Here we attach these neighbourhood_clusters from a neighbourhood object (created by computeNBHDVsCTObject()) to our original spatial object and visualize the neighbourhood clusters on the tissue coordinates. (Again, we are using extended neighbourhoods.)

NBHDByCTSingleCellExtended_sce = getExample('NBHDByCTSingleCellExtended_sce')
#> Warning: Feature names cannot have underscores ('_'), replacing with dashes
#> ('-')
#> Warning: Data is of class matrix. Coercing to dgCMatrix.
#> Warning in svd.function(A = t(x = object), nv = npcs, ...): You're computing
#> too large a percentage of total singular values, use a standard svd instead.
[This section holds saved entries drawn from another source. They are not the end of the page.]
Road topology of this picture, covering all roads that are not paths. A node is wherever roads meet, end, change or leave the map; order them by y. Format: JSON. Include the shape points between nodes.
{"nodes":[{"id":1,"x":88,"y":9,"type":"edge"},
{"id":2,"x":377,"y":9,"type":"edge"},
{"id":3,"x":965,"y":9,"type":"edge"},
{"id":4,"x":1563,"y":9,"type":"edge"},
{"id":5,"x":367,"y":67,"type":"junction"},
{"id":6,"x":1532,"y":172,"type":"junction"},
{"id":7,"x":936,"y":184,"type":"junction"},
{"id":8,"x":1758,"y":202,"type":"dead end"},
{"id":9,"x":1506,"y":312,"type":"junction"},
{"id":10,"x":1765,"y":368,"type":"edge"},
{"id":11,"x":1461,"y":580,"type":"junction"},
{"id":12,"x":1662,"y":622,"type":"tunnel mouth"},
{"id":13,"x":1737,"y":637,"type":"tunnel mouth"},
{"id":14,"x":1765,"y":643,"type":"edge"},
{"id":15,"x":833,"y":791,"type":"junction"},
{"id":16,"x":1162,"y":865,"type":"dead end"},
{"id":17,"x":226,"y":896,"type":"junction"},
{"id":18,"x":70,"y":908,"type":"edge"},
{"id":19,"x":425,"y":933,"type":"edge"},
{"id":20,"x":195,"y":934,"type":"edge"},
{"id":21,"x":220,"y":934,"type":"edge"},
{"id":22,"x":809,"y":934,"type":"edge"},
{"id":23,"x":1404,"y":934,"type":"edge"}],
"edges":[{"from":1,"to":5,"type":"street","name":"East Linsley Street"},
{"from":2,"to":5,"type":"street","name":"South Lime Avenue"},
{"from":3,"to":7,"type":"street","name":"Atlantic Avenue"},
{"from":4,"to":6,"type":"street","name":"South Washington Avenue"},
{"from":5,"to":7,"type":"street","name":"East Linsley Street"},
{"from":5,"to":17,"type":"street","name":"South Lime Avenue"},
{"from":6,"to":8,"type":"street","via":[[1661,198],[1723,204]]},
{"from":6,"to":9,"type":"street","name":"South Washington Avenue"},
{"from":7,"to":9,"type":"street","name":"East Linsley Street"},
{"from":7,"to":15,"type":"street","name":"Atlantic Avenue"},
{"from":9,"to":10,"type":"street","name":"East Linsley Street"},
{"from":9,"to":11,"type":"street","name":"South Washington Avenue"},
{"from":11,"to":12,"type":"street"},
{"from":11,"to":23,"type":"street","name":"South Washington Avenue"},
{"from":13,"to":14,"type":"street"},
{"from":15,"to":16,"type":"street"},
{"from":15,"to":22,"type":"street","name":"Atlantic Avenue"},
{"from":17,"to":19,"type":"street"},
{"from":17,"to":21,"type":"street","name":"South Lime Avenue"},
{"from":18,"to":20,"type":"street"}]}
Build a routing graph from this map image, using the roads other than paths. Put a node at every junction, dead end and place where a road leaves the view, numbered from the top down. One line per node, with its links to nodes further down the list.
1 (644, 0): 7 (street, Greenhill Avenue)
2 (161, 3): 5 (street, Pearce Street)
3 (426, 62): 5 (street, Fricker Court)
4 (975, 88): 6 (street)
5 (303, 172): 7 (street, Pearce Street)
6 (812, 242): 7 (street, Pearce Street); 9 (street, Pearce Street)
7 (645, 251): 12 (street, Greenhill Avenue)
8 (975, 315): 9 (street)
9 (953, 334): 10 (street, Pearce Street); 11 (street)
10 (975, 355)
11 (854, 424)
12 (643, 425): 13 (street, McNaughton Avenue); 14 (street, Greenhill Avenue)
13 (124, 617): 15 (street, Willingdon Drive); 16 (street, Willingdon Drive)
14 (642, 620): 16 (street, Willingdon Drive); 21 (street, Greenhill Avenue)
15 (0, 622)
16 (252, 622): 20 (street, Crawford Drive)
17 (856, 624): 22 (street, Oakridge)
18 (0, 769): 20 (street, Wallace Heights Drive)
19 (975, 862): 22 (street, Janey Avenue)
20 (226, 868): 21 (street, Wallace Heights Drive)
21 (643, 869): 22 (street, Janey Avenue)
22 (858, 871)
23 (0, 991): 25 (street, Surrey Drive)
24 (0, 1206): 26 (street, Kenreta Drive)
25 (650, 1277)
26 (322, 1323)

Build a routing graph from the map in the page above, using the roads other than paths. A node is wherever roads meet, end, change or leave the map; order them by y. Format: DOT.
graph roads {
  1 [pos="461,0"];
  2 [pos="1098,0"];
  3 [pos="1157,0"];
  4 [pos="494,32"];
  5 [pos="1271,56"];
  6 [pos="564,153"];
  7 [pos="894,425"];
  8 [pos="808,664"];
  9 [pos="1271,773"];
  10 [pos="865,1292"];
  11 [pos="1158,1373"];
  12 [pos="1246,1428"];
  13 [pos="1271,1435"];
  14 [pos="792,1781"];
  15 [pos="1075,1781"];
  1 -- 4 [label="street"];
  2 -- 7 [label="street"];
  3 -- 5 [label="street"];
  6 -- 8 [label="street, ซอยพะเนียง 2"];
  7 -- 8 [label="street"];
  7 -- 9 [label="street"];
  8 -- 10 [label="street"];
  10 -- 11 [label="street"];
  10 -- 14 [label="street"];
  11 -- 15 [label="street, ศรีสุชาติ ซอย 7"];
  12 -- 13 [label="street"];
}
#> Modularity Optimizer version 1.3.0 by Ludo Waltman and Nees Jan van Eck
#> 
#> Number of nodes: 4261
#> Number of edges: 105168
#> 
#> Running Louvain algorithm...
#> Maximum modularity in 10 random starts: 0.9694
#> Number of communities: 8
#> Elapsed time: 0 seconds
cellCoords$neighbourhood_clusters =
  NBHDByCTSingleCellExtended_sce$neighbourhood_clusters
nbhdPlot = ggplot(cellCoords,aes(x=x,y=y,color=neighbourhood_clusters)) +
           geom_point() +
       ggtitle('Cell coordinates colored by neighbourhood_clusters')
print(nbhdPlot)